FIGURES included herein can be merely illustrative of such physical attributes of these components. That is, these proportions, shapes and sizes can be modified according to various implementations to fit a variety of products. For example, while a substantially rectangular-shaped loudspeaker may be shown according to particular implementations, it is understood that the loudspeaker could also take on other three-dimensional shapes in order to provide acoustic functions described herein.
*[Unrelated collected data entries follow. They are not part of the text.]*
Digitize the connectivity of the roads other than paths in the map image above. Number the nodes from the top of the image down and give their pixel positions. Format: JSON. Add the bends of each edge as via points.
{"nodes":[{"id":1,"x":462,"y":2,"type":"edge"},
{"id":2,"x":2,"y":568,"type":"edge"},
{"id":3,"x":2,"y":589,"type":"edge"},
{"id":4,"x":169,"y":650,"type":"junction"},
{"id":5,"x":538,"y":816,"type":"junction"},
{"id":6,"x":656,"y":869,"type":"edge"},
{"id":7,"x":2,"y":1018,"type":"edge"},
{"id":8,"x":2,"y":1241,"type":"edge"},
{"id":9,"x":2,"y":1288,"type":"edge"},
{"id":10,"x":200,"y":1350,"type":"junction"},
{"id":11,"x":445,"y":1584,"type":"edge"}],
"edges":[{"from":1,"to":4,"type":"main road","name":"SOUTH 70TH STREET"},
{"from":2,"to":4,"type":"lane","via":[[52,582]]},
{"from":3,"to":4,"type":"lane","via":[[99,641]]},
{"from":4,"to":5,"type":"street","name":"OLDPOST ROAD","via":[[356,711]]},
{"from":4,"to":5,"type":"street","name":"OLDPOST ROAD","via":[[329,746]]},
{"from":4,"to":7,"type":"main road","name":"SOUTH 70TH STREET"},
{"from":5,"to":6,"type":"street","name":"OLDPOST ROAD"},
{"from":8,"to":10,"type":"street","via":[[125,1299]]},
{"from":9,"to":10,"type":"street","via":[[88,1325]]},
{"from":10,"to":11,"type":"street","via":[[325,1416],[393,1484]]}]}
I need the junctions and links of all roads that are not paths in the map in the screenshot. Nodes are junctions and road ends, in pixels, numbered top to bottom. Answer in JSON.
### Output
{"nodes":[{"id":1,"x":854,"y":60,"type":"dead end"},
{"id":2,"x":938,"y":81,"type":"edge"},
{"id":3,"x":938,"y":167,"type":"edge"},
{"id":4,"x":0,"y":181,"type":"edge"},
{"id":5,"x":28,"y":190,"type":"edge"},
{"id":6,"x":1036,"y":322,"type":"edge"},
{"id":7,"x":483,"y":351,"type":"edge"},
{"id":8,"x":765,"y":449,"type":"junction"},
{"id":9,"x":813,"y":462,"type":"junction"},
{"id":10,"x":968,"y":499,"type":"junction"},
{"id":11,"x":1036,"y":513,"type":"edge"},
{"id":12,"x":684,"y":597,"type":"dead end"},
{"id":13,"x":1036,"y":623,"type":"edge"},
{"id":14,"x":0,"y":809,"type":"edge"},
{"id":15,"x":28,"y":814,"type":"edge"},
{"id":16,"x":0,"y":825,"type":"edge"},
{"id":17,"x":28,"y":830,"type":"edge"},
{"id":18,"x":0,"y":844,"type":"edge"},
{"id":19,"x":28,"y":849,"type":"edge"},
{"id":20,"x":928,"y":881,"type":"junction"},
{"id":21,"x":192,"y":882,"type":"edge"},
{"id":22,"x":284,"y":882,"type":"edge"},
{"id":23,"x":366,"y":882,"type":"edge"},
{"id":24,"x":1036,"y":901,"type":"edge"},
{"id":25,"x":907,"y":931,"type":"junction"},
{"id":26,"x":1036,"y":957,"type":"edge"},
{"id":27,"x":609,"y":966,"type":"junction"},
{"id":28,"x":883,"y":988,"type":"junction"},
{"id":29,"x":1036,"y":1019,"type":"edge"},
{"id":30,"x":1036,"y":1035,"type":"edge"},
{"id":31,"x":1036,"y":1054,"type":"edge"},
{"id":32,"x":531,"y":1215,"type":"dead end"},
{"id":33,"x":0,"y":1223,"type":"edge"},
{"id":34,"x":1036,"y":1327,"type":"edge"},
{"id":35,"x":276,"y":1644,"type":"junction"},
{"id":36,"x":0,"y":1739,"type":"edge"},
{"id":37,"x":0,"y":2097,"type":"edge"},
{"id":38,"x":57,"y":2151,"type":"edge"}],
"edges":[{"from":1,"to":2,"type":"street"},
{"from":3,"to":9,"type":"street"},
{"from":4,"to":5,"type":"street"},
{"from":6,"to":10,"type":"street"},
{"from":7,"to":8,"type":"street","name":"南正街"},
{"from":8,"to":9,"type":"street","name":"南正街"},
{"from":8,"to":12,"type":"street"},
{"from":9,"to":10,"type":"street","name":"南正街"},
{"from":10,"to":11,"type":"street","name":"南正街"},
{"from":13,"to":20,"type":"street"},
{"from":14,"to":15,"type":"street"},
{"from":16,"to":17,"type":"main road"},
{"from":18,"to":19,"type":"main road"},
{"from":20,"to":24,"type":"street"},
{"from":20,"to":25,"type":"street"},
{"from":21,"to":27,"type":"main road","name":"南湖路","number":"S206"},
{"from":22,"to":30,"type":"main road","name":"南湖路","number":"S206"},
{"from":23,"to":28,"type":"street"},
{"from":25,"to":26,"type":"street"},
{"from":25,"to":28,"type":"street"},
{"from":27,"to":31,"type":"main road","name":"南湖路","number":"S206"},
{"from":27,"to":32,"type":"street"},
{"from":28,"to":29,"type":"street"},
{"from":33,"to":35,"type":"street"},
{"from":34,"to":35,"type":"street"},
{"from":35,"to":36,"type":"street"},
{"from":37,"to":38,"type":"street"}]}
[0053] In various implementations, components described as being“coupled” to one another can be joined along one or more interfaces. In some implementations, these interfaces can include junctions between distinct components, and in other cases, these interfaces can include a solidly and/or integrally formed interconnection. That is, in some cases, components that are“coupled” to one another can be simultaneously formed to define a single continuous member. However, in other implementations, these coupled components can be formed as separate members and be subsequently joined through known processes (e.g., soldering, fastening, ultrasonic welding, bonding). In various implementations, electronic components described as being“coupled” can be linked via conventional hard-wired and/or wireless means such that these electronic components can communicate data with one another. Additionally, sub-components within a given

component can be considered to be linked via conventional pathways, which may not necessarily be illustrated.

[0054] A number of implementations have been described. Nevertheless, it will be understood that additional modifications may be made without departing from the scope of the inventive concepts described herein, and, accordingly, other implementations are within the scope of the following claims.